Gold price plunges from all-time high of $2,758 on Wednesday as US Treasury yields climbed, while the Greenback refreshes a two-month high, according to the US Dollar Index (DXY). At the time of writing, the XAU/USD trades at $2,716, down more than 1%.
Risk appetite has deteriorated, sponsoring a flight to safe-haven currencies, but not assets like the golden metal. The US 10-year Treasury note yield has climbed over 65 basis points (bps) since the Federal Reserve (Fed) cut rates by 50 basis points (bps) on September 18, amid fears that Trump’s presidency could be inflationary.
“The yields rising are implying a pro-growth administration is potentially coming into power and there's some fear about deficit-spending,” said Thomas Hayes, chairman at Great Hill Capital in New York.
The US 10-year T-note yields 4.248%, gaining four basis points. The DXY, which measures the performance of the US currency against another six, edges up 0.42%, at 104.50.
Market participants are pricing a 92% chance that the Fed would lower rates by 25 bps at the next meeting in November and another one in December.
Investors seem convinced that former President Donald Trump could beat Vice-President Kamala Harris, as showed by most betting websites. As we get close to the US election on November 5, investors are taking shelter in view of that possibility. Investors are somewhat worried that Trump’s deficit-spending, use of tariffs and major illegal migrant deportation scheme could cause a new bout of inflation.
In the meantime, Middle East woes have faded somewhat, a relief for commodities like Crude Oil, which is also down 0.77% to $70.69 per barrel.
Gold price retreats sharply, forming a Bullish Engulfing candle chart pattern or an “outside day.” If confirmed, the yellow metal could be headed for a pullback, following the 5.96% rally that started on October 10.
From a momentum standpoint, sellers are gathering some pace. The Relative Strength Index (RSI) fell sharply from overbought conditions, opening the door for further downside.

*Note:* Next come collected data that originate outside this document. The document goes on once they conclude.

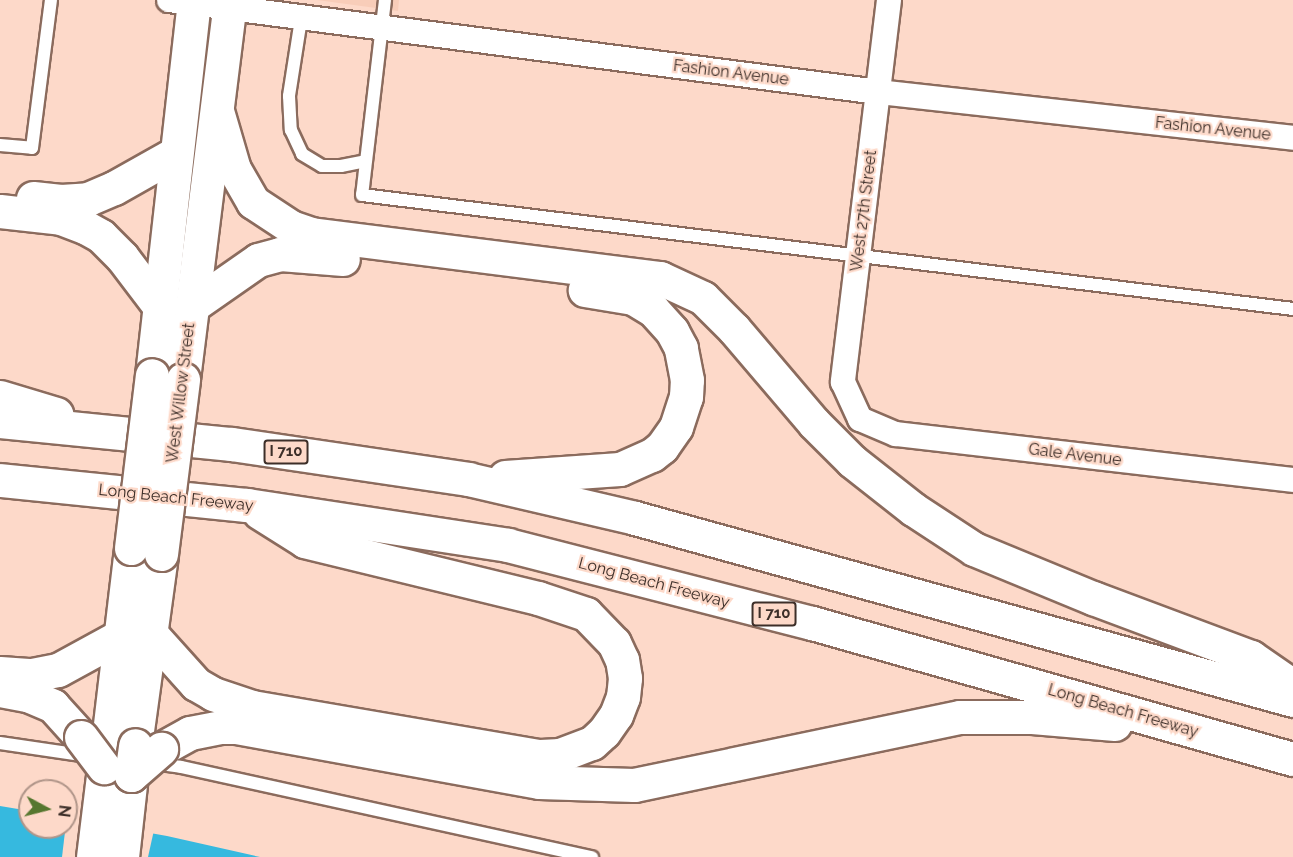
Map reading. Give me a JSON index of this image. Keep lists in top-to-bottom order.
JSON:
{
  "streets": {
    "main road": ["West Willow Street", "I 710", "Long Beach Freeway"],
    "street": ["Fashion Avenue", "West 27th Street", "Gale Avenue"]
  },
  "crossings": [
    ["Fashion Avenue", "West 27th Street"],
    ["Fashion Avenue", "West Willow Street"],
    ["West 27th Street", "Gale Avenue"]
  ],
  "north": "right"
}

In the case of a daily close below $2,719, look for a retracement. The first support would be the 38% Fibonacci Retracement at $2,699, followed by the 50% and 61.8% Fib Retracements at $2,681 and $2,662, respectively.
On the other hand, if XAU/USD clears today’s high at $2,750 the next stop would be the all-time record high at $2,758, followed by $2,800.
Monetary policy in the US is shaped by the Federal Reserve (Fed). The Fed has two mandates: to achieve price stability and foster full employment. Its primary tool to achieve these goals is by adjusting interest rates. When prices are rising too quickly and inflation is above the Fed’s 2% target, it raises interest rates, increasing borrowing costs throughout the economy. This results in a stronger US Dollar (USD) as it makes the US a more attractive place for international investors to park their money. When inflation falls below 2% or the Unemployment Rate is too high, the Fed may lower interest rates to encourage borrowing, which weighs on the Greenback.
The Federal Reserve (Fed) holds eight policy meetings a year, where the Federal Open Market Committee (FOMC) assesses economic conditions and makes monetary policy decisions. The FOMC is attended by twelve Fed officials – the seven members of the Board of Governors, the president of the Federal Reserve Bank of New York, and four of the remaining eleven regional Reserve Bank presidents, who serve one-year terms on a rotating basis.
In extreme situations, the Federal Reserve may resort to a policy named Quantitative Easing (QE). QE is the process by which the Fed substantially increases the flow of credit in a stuck financial system. It is a non-standard policy measure used during crises or when inflation is extremely low. It was the Fed’s weapon of choice during the Great Financial Crisis in 2008. It involves the Fed printing more Dollars and using them to buy high grade bonds from financial institutions. QE usually weakens the US Dollar.
Quantitative tightening (QT) is the reverse process of QE, whereby the Federal Reserve stops buying bonds from financial institutions and does not reinvest the principal from the bonds it holds maturing, to purchase new bonds. It is usually positive for the value of the US Dollar.